AIM OF THE TASK
Where a line below includes the word "road", copy that line.

(Stored entries)
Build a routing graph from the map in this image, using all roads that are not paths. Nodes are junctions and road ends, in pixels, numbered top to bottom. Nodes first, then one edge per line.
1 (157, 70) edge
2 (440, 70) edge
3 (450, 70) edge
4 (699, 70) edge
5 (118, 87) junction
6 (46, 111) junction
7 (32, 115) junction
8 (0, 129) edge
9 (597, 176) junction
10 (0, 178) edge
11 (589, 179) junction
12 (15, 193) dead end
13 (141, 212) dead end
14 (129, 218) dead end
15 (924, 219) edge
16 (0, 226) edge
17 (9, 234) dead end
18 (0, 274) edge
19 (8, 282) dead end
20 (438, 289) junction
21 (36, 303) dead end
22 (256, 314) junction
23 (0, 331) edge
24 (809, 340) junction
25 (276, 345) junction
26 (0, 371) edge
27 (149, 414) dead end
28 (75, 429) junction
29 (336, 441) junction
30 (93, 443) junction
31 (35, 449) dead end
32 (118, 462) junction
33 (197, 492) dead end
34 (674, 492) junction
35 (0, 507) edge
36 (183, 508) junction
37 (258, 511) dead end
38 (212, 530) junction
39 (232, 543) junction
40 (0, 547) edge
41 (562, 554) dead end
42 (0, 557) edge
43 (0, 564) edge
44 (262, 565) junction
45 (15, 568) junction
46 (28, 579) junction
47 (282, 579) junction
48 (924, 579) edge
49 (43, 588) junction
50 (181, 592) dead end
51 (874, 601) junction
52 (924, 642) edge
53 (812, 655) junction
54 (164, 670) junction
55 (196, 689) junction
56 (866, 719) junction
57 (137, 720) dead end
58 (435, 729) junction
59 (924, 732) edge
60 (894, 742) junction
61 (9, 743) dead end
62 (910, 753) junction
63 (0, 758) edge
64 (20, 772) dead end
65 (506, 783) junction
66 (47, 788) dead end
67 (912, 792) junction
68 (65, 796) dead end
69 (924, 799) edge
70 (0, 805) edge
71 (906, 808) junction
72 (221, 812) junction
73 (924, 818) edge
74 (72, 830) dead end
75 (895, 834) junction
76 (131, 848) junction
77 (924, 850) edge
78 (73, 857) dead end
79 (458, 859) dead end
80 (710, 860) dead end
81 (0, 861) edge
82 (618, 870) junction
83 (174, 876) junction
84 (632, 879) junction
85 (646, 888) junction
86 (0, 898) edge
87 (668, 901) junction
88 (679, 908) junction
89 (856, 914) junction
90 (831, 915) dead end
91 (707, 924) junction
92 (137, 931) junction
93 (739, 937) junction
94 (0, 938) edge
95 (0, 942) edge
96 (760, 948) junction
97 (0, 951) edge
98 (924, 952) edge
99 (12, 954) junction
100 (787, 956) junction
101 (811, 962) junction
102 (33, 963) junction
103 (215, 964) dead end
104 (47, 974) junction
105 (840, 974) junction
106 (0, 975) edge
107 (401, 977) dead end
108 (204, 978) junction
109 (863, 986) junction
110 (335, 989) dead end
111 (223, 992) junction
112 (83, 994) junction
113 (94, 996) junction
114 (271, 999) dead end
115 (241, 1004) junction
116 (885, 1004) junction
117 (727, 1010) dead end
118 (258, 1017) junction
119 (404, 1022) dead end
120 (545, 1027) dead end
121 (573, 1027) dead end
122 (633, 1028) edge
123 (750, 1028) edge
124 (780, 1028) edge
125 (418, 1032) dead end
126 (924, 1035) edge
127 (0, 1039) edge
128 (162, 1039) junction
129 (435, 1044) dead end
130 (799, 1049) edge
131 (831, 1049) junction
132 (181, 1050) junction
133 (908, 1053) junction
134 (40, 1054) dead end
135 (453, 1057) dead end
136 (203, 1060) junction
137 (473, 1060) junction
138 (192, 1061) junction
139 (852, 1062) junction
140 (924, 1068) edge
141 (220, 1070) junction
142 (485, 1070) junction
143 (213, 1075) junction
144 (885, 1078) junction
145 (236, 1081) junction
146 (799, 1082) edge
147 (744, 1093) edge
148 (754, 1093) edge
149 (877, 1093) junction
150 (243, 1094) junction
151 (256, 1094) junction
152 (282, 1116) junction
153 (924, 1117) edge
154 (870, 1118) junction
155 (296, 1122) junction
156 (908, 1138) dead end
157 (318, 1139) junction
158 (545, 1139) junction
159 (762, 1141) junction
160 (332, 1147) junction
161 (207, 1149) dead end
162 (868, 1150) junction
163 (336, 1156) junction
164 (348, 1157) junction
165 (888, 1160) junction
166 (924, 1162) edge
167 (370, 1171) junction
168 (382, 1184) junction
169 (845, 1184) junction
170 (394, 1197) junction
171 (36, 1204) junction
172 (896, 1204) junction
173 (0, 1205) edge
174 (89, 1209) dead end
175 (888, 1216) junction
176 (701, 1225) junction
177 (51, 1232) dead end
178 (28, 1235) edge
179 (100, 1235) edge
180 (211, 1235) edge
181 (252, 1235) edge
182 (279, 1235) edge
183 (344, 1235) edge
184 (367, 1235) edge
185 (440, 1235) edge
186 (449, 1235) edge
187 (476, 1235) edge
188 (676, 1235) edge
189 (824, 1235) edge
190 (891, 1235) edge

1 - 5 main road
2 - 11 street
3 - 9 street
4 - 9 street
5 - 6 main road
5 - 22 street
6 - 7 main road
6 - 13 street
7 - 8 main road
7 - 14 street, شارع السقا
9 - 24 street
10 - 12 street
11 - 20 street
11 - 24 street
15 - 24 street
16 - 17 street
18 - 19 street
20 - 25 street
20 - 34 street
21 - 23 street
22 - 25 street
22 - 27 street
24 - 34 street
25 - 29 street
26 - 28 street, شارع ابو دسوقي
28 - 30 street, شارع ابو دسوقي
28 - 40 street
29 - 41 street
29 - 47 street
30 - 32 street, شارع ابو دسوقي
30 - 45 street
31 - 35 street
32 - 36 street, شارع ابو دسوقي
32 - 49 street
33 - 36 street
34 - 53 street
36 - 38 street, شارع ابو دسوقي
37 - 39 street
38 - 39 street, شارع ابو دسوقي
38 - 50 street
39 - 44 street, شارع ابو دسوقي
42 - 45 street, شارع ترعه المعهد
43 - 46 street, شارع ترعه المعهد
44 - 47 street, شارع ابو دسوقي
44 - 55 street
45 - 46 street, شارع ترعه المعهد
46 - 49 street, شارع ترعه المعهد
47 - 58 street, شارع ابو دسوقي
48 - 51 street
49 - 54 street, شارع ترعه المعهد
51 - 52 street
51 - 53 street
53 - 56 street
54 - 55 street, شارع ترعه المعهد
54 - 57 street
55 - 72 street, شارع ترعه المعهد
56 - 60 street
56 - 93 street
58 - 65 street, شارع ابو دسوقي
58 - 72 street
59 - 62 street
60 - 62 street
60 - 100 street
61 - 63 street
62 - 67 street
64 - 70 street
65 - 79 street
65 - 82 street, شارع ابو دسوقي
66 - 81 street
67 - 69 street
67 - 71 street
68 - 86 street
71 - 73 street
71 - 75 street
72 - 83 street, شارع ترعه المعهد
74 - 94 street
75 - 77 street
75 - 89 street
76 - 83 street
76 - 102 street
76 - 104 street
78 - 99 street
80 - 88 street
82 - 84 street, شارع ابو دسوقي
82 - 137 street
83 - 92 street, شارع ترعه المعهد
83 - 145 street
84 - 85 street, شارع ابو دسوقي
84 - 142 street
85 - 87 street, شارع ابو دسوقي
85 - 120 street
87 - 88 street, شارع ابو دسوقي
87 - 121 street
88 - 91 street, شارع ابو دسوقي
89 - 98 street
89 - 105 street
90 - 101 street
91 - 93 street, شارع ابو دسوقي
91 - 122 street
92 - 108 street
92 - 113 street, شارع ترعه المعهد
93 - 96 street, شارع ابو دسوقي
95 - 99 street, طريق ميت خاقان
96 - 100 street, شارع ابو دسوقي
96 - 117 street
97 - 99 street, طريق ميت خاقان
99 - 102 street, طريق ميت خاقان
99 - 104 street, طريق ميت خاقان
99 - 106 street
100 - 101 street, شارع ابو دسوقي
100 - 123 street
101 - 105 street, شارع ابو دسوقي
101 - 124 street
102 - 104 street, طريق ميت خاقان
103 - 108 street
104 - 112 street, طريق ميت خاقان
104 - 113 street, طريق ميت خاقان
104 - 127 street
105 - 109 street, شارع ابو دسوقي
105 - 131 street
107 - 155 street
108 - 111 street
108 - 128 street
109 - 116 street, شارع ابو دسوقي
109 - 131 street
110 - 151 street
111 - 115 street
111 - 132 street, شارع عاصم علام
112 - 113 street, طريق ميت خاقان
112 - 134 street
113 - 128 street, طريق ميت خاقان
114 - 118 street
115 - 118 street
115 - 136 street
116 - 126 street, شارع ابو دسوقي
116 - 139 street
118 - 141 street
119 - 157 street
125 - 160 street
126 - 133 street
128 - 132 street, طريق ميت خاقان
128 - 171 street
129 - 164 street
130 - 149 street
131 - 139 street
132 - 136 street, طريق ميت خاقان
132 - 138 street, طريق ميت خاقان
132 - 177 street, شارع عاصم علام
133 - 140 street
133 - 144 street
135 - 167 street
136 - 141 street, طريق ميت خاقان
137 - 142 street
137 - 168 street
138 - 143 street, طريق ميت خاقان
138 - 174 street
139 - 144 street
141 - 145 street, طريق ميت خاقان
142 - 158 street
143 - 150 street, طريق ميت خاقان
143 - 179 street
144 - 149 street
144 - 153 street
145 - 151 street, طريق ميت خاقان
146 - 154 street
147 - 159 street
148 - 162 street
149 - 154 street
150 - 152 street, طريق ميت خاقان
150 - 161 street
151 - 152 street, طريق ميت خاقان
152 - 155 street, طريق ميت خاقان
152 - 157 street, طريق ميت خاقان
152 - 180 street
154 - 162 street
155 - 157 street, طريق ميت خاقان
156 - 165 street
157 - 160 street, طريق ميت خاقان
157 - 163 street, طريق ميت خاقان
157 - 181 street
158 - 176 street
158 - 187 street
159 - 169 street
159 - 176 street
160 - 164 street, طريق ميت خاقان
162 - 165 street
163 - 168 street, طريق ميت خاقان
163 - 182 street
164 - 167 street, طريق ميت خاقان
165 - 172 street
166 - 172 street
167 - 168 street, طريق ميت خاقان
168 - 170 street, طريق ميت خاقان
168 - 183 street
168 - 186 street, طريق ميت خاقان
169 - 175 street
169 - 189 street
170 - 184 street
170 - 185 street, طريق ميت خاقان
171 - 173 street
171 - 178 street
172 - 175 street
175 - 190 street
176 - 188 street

TASK RESULT
Build a routing graph from the map in this image, using all roads that are not paths. Nodes are junctions and road ends, in pixels, numbered top to bottom. Nodes first, then one edge per line.
1 - 5 main road
5 - 6 main road
6 - 7 main road
7 - 8 main road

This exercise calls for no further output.